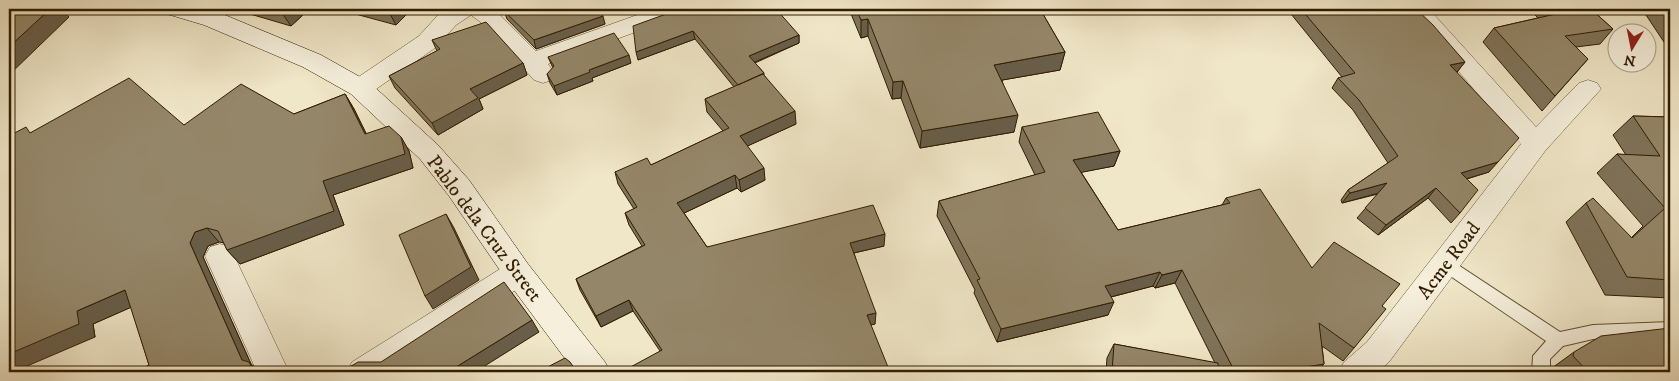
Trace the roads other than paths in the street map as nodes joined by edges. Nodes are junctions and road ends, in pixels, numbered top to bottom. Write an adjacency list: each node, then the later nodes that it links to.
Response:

* * *

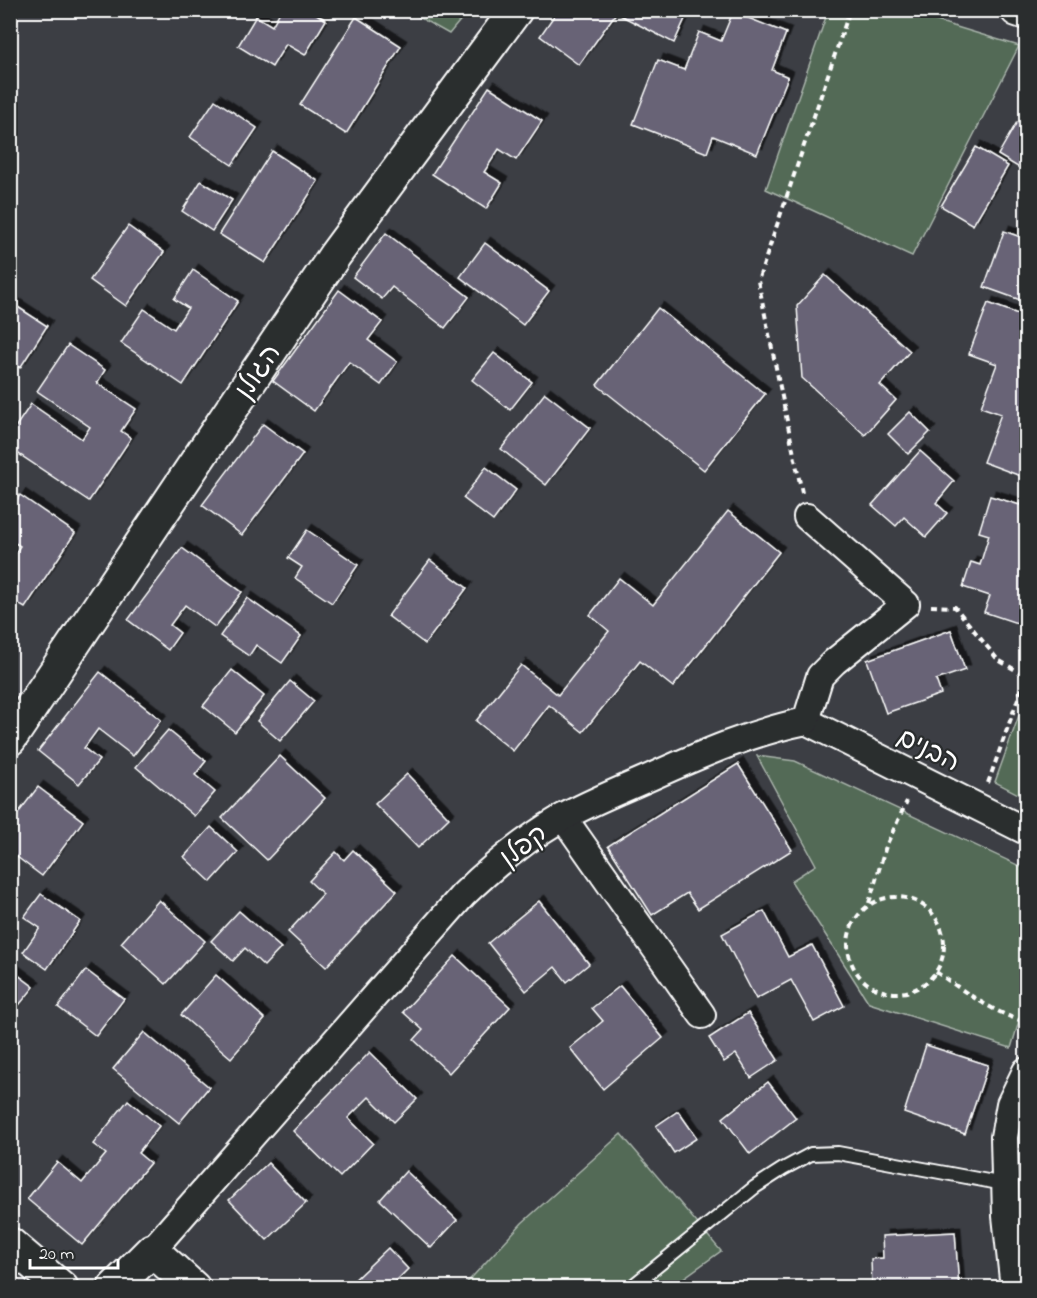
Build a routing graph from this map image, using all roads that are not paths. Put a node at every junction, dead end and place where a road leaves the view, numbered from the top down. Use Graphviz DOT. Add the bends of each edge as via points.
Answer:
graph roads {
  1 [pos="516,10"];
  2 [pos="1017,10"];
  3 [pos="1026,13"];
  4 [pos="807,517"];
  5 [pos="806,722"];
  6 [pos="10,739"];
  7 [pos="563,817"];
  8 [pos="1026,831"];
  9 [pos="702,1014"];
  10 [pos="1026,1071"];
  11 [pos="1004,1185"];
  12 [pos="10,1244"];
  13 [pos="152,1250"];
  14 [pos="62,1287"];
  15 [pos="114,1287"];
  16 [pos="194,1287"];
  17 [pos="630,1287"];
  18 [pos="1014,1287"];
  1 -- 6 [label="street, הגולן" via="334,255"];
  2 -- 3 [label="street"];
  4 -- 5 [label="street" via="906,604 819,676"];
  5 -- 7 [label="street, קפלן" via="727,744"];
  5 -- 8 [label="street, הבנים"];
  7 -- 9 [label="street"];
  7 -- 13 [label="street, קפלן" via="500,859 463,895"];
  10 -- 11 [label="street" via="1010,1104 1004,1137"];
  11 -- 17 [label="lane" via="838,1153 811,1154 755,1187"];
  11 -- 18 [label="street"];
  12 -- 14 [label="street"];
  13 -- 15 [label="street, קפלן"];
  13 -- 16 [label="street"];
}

==

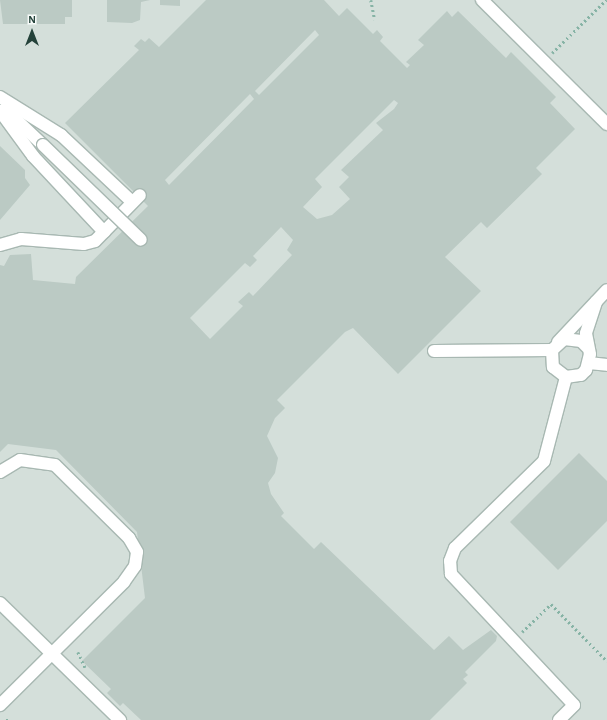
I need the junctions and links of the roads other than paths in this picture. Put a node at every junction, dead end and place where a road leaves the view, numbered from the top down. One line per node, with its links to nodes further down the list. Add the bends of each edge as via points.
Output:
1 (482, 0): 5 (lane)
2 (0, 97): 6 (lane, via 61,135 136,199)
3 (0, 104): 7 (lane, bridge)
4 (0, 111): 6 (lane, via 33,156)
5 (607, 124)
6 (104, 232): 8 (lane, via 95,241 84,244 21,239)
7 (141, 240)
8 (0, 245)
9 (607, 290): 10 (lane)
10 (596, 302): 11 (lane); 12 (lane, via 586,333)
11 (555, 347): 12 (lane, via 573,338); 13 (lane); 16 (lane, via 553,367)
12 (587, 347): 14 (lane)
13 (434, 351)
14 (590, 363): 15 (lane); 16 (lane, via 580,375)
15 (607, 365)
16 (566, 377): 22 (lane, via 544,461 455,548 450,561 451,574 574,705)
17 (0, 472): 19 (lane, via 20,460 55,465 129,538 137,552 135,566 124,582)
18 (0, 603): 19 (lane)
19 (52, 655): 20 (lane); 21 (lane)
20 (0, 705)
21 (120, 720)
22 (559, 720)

● **Your goal**
Across the records above, show each line containing the word "bends".

● **Solution**
Build a routing graph from this map image, using all roads that are not paths. Put a node at every junction, dead end and place where a road leaves the view, numbered from the top down. Use Graphviz DOT. Add the bends of each edge as via points.
I need the junctions and links of the roads other than paths in this picture. Put a node at every junction, dead end and place where a road leaves the view, numbered from the top down. One line per node, with its links to nodes further down the list. Add the bends of each edge as via points.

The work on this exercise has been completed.